Bab Tiga: Situasi dan Penataan (Mohon Rekomendasi dan Dukungan)

Penyihir Tingkat Dewa di Dunia Marvel Pendeta Iblis dari Kemurnian Agung 4224kata 2026-03-04 14:30:19

Zhou Yang berdiri di kamar mandi yang hangat, meskipun kini sudah musim panas, ia tetap memutar suhu air panas hingga maksimal. Air panas yang mengalir deras membasahi tubuhnya, tidak membuatnya merasa tidak nyaman, justru ia merasakan kenikmatan yang luar biasa. Bayangkan saja, selama puluhan tahun ia tidak pernah mandi air panas.

Mandi di tempat seperti Jotunheim, dengan apa? Dengan es? Di sana, suhu tertinggi hanya minus lima puluh hingga enam puluh derajat. Baru saja air muncul, sudah langsung membeku. Untung Zhou Yang adalah seorang penyihir, memiliki sedikit kemampuan, kalau bukan, mungkin seluruh tubuhnya sudah penuh lumpur.

Bagaimanapun juga, tubuh Zhou Yang telah ditempa di Jotunheim, entah berapa banyak hawa dingin yang tersimpan dalam dirinya. Dengan hawa dingin itulah, ia berhasil menembus ke tingkat penyihir legendaris.

Namun semua itu telah berlalu. Kini, Zhou Yang memikirkan informasi yang baru saja didapat dari Betty Ross.

Ia sekarang sudah memahami waktu di mana ia berada. Sekitar setengah tahun yang lalu, Tony Stark diculik di Afghanistan. Satu-dua bulan kemudian, ia melarikan diri dari tangan para teroris dan membuat set pertama baju zirah besi.

Setelah kembali ke Amerika, ia menyingkirkan rival terbesarnya, Obadiah Stane, dan menguasai seluruh Stark Industries. Baru-baru ini, Stark mengumumkan akan mengadakan Pameran Stark Industries, semua sedang dipersiapkan, dan belum ada kejadian luar biasa. Berdasarkan informasi ini, Zhou Yang bisa menentukan posisi waktu dalam sejarah Marvel.

Saat di Jotunheim, belum ada kejadian Thor dan saudara-saudaranya datang untuk bertarung, mungkin hanya beberapa tahun lagi Thor akan dibuang ke Bumi, Zhou Yang pun merasa dirinya pasti akan berurusan dengan Thor.

Banyak hal yang ingin dihindari oleh Zhou Yang, tapi sepertinya mustahil, selama ia ada di Bumi, bahkan di sembilan kerajaan, ia tidak akan bisa lepas dari pengawasan Heimdall.

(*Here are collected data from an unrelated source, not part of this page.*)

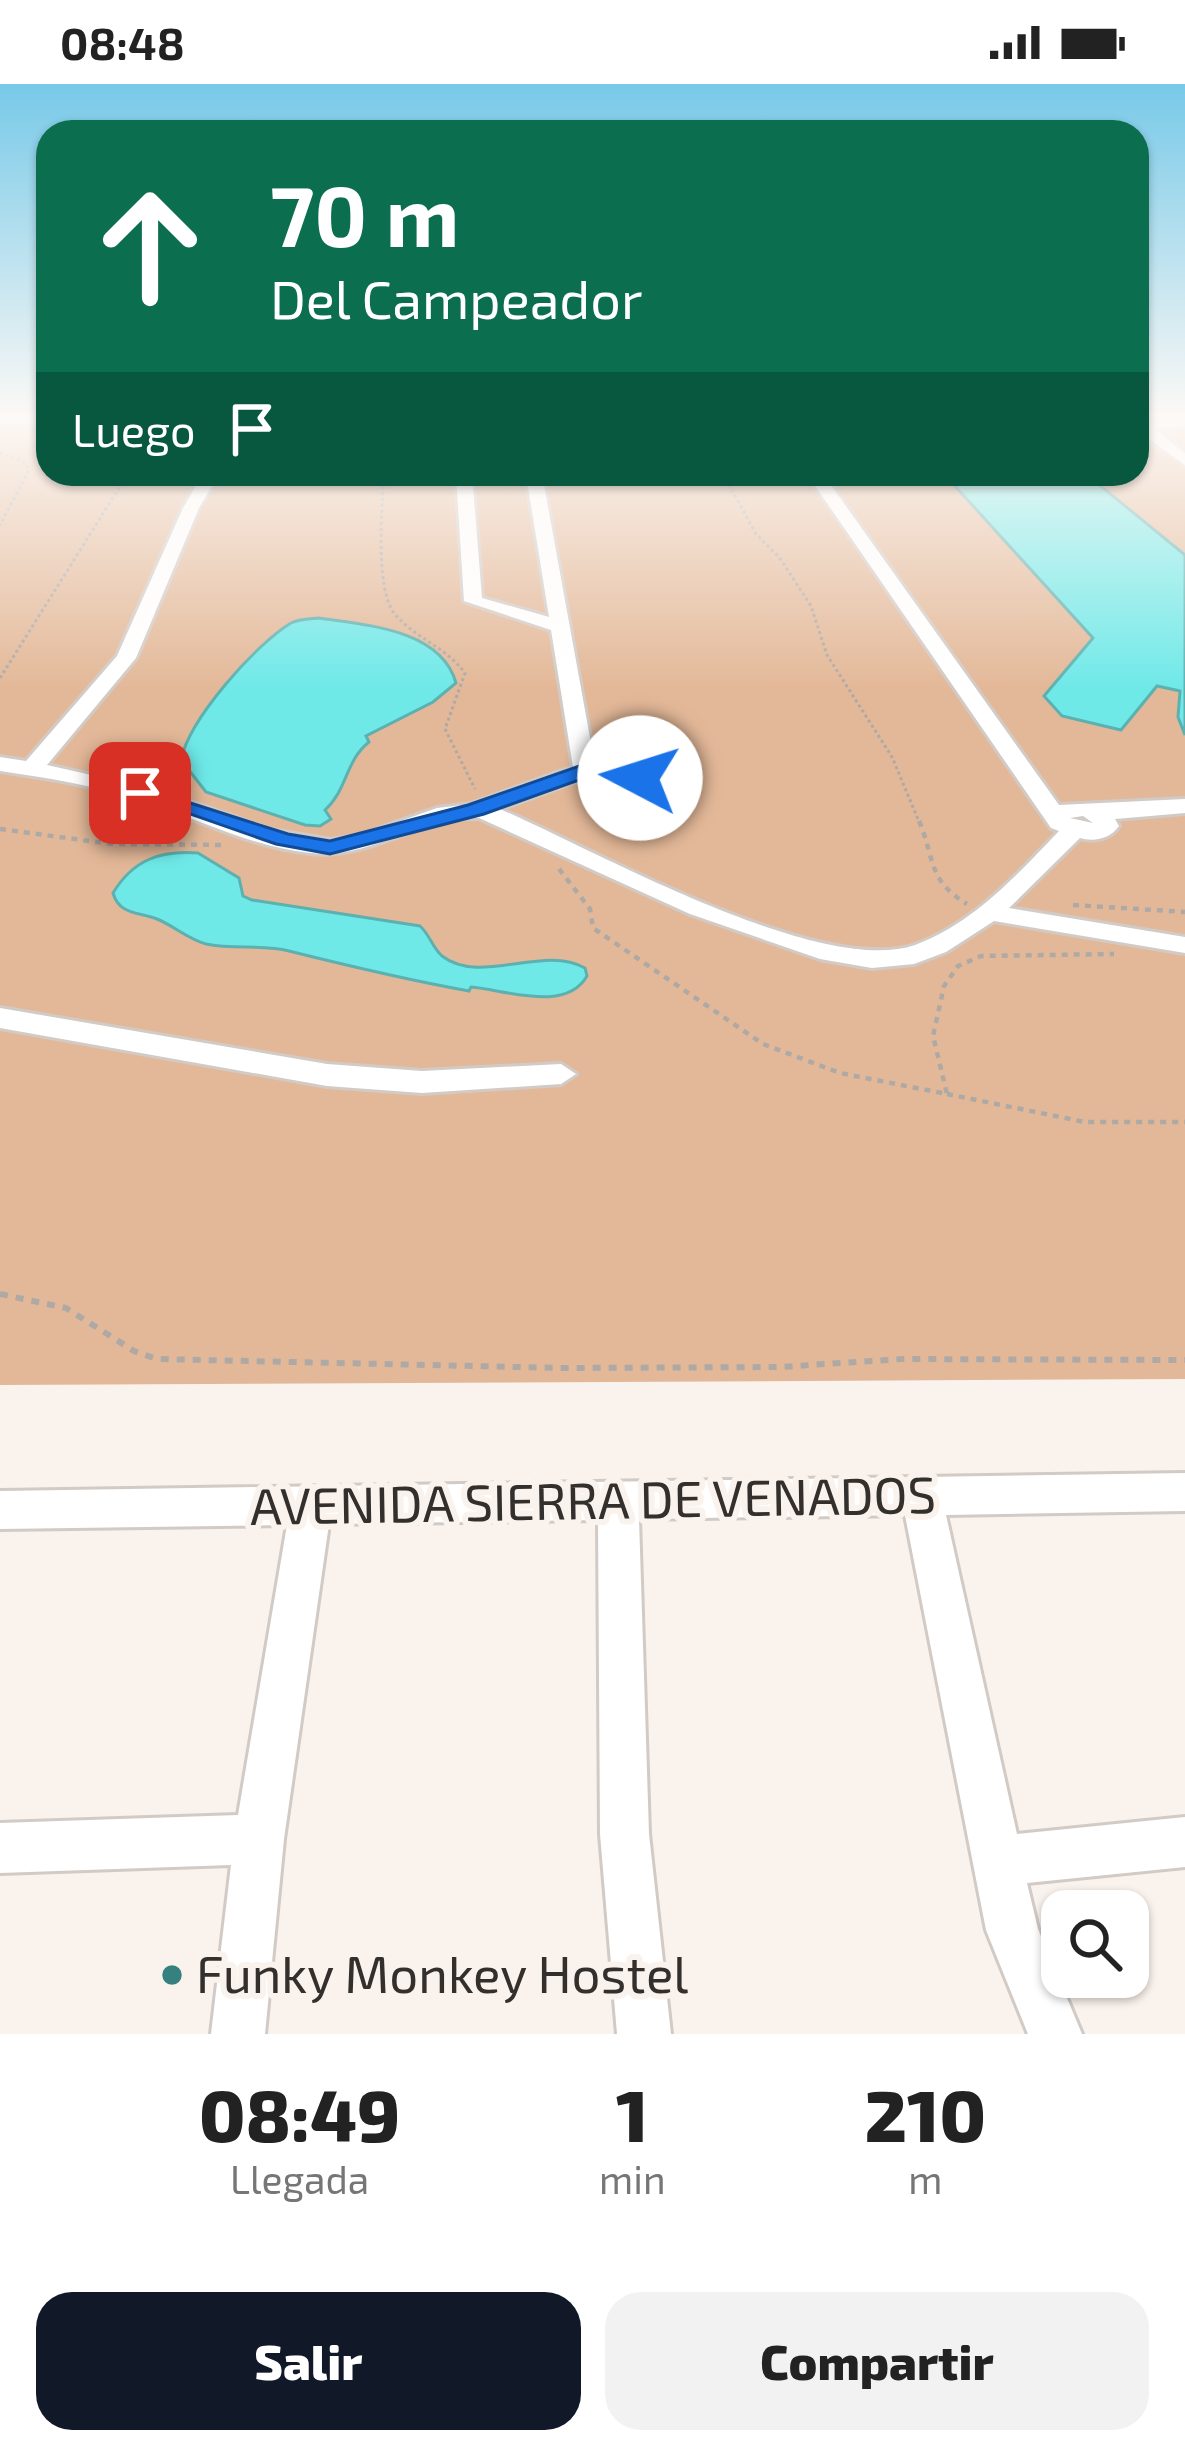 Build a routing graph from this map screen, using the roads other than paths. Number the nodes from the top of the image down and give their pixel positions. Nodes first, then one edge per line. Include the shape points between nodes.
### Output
1 (192, 507) edge
2 (466, 507) edge
3 (540, 507) edge
4 (851, 507) edge
5 (562, 627) junction
6 (963, 666) junction
7 (1045, 762) dead end
8 (0, 764) edge
9 (31, 769) junction
10 (585, 770) junction
11 (640, 778) dead end
12 (1059, 781) dead end
13 (1185, 806) edge
14 (483, 807) junction
15 (1082, 819) junction
16 (1185, 820) edge
17 (1006, 901) junction
18 (1185, 936) edge
19 (1185, 945) edge
20 (0, 1018) edge
21 (562, 1074) dead end
22 (1185, 1492) edge
23 (922, 1496) junction
24 (618, 1499) junction
25 (311, 1505) junction
26 (0, 1510) edge
27 (259, 1839) junction
28 (1185, 1842) edge
29 (0, 1848) edge
30 (996, 1861) junction
31 (238, 2034) edge
32 (644, 2034) edge
33 (1055, 2034) edge

1 - 9 street via 126,658
2 - 5 street via 473,601
3 - 5 street
4 - 6 street
5 - 10 street
6 - 7 street
6 - 15 street
8 - 9 street
9 - 14 street via 330,848
10 - 11 street
10 - 14 street
12 - 15 street
13 - 15 street
14 - 17 street via 746,925 839,956 914,955
15 - 16 street
15 - 17 street
17 - 18 street
17 - 19 street via 1093,933
20 - 21 street via 327,1075 422,1082
22 - 23 street, AVENIDA SIERRA DE VENADOS
23 - 24 street, AVENIDA SIERRA DE VENADOS
23 - 30 street
24 - 25 street, AVENIDA SIERRA DE VENADOS
24 - 32 street via 622,1736
25 - 26 street, AVENIDA SIERRA DE VENADOS
25 - 27 street
27 - 29 street
27 - 31 street
28 - 30 street
30 - 33 street via 1012,1930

Begitu ia menyentuh Jembatan Pelangi, Zhou Yang mungkin langsung muncul di hadapan Thor.

Ini benar-benar merepotkan. Sialan Odin, kalau ingin melatih putramu, jangan gunakan orang seperti kami sebagai batu ujian.

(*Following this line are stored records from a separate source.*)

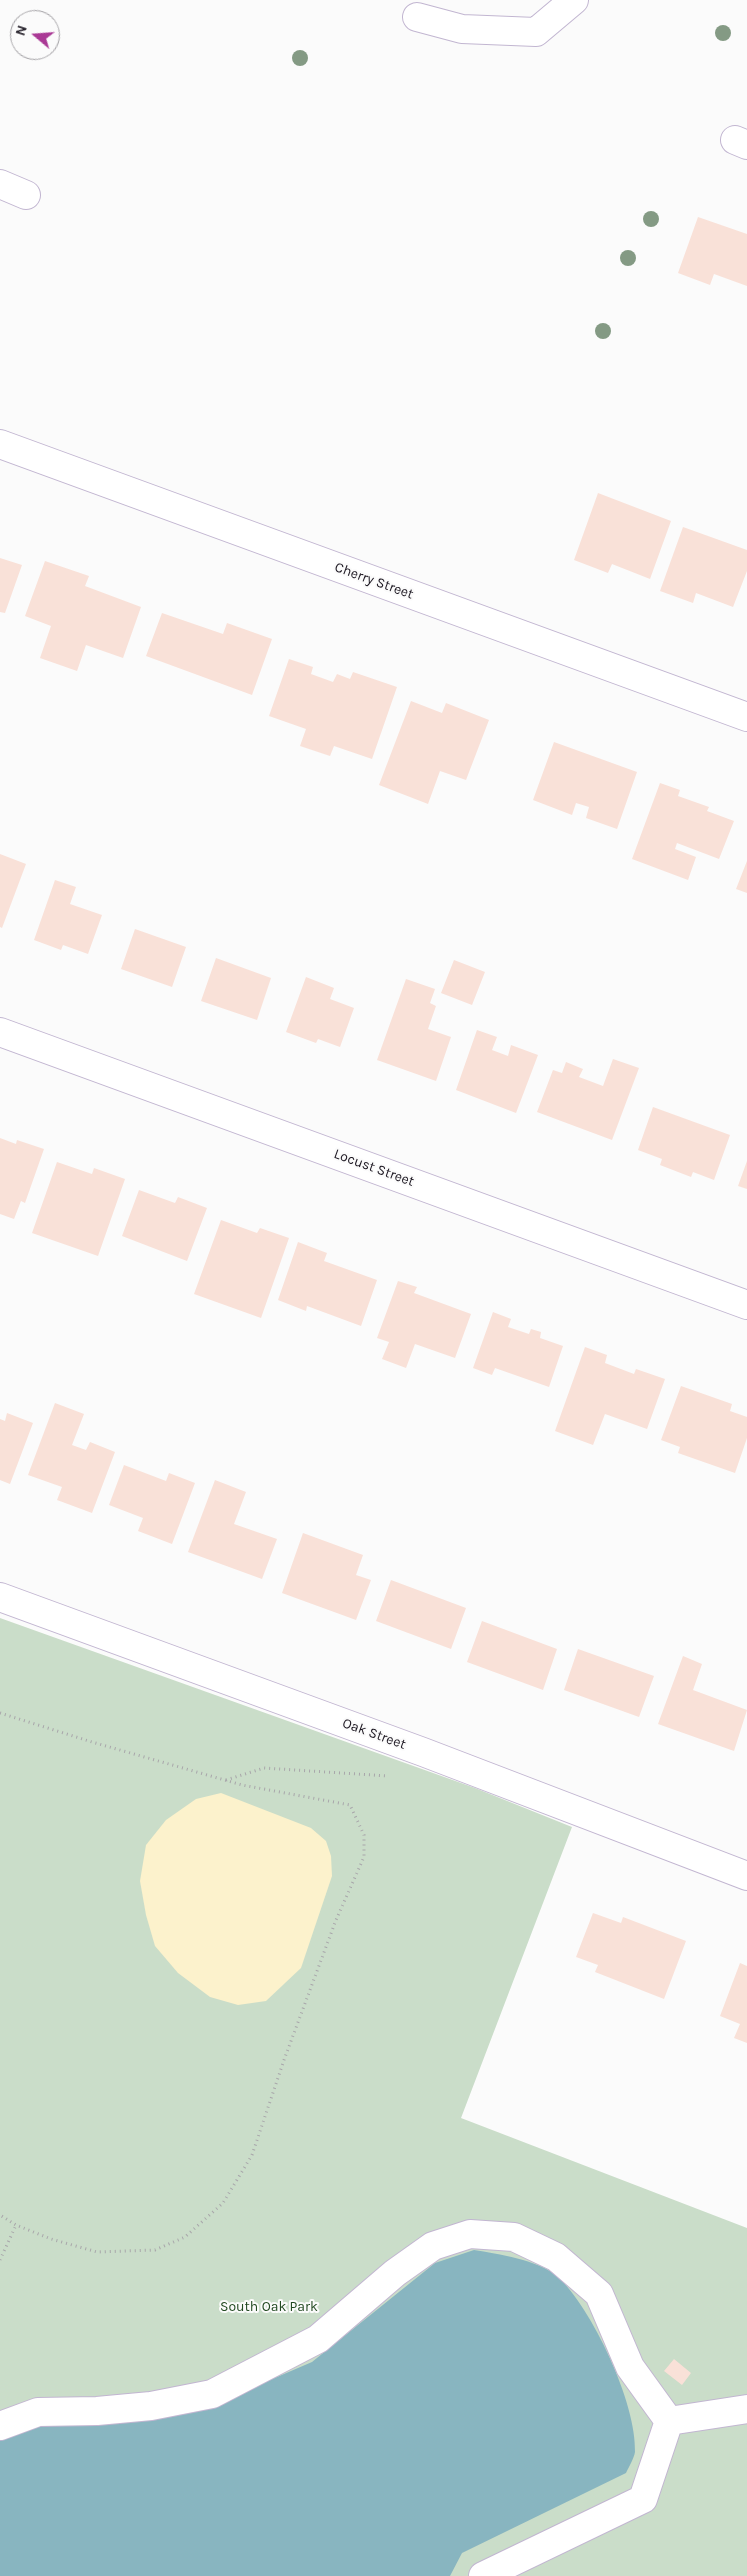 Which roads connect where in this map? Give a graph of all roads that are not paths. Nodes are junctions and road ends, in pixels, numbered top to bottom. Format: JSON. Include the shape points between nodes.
{"nodes":[{"id":1,"x":574,"y":0,"type":"edge"},
{"id":2,"x":417,"y":17,"type":"dead end"},
{"id":3,"x":0,"y":184,"type":"edge"},
{"id":4,"x":26,"y":195,"type":"dead end"},
{"id":5,"x":0,"y":444,"type":"edge"},
{"id":6,"x":747,"y":717,"type":"edge"},
{"id":7,"x":0,"y":1032,"type":"edge"},
{"id":8,"x":747,"y":1305,"type":"edge"},
{"id":9,"x":0,"y":1597,"type":"edge"},
{"id":10,"x":747,"y":1876,"type":"edge"},
{"id":11,"x":747,"y":2409,"type":"edge"},
{"id":12,"x":668,"y":2421,"type":"junction"},
{"id":13,"x":0,"y":2426,"type":"edge"},
{"id":14,"x":483,"y":2576,"type":"edge"}],
"edges":[{"from":1,"to":2,"type":"street","via":[[536,32],[462,29]]},
{"from":3,"to":4,"type":"street"},
{"from":5,"to":6,"type":"street","name":"Cherry Street"},
{"from":7,"to":8,"type":"street","name":"Locust Street"},
{"from":9,"to":10,"type":"street","name":"Oak Street","via":[[423,1752]]},
{"from":11,"to":12,"type":"street"},
{"from":12,"to":13,"type":"street","via":[[630,2368],[600,2294],[556,2257],[514,2238],[470,2234],[433,2246],[395,2273],[318,2339],[212,2394],[151,2406],[38,2412]]},
{"from":12,"to":14,"type":"street","via":[[644,2499]]}]}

Menghadapi Thor, Zhou Yang merasa dirinya belum cukup layak. Di Jotunheim, ia hanya berhasil menembus tingkat legendaris berkat kekuatan es, tapi setelah kembali ke Bumi, meski tingkatannya tidak turun, kekuatan magis yang bisa ia keluarkan hanya setara puncak penyihir biasa.

Mungkin ia bisa bertarung dengan orang seperti Logan, si Wolverine, tetapi menghadapi Profesor Charles, Magneto, atau makhluk yang bisa menghancurkan seluruh manusia di Bumi, Zhou Yang hanya bisa memastikan dirinya tidak mati, itu sudah sangat sulit.

Namun, ada sisi positifnya. Elemen magis di Bumi sangat inert, hal ini tidak hanya berlaku pada Zhou Yang, tetapi juga pada Thor dan kawan-kawan. Itulah sebabnya kekuatan Thor di Bumi tidak jauh lebih hebat dari Magneto maupun Profesor Charles, karena masalah elemen magis yang terlalu inert.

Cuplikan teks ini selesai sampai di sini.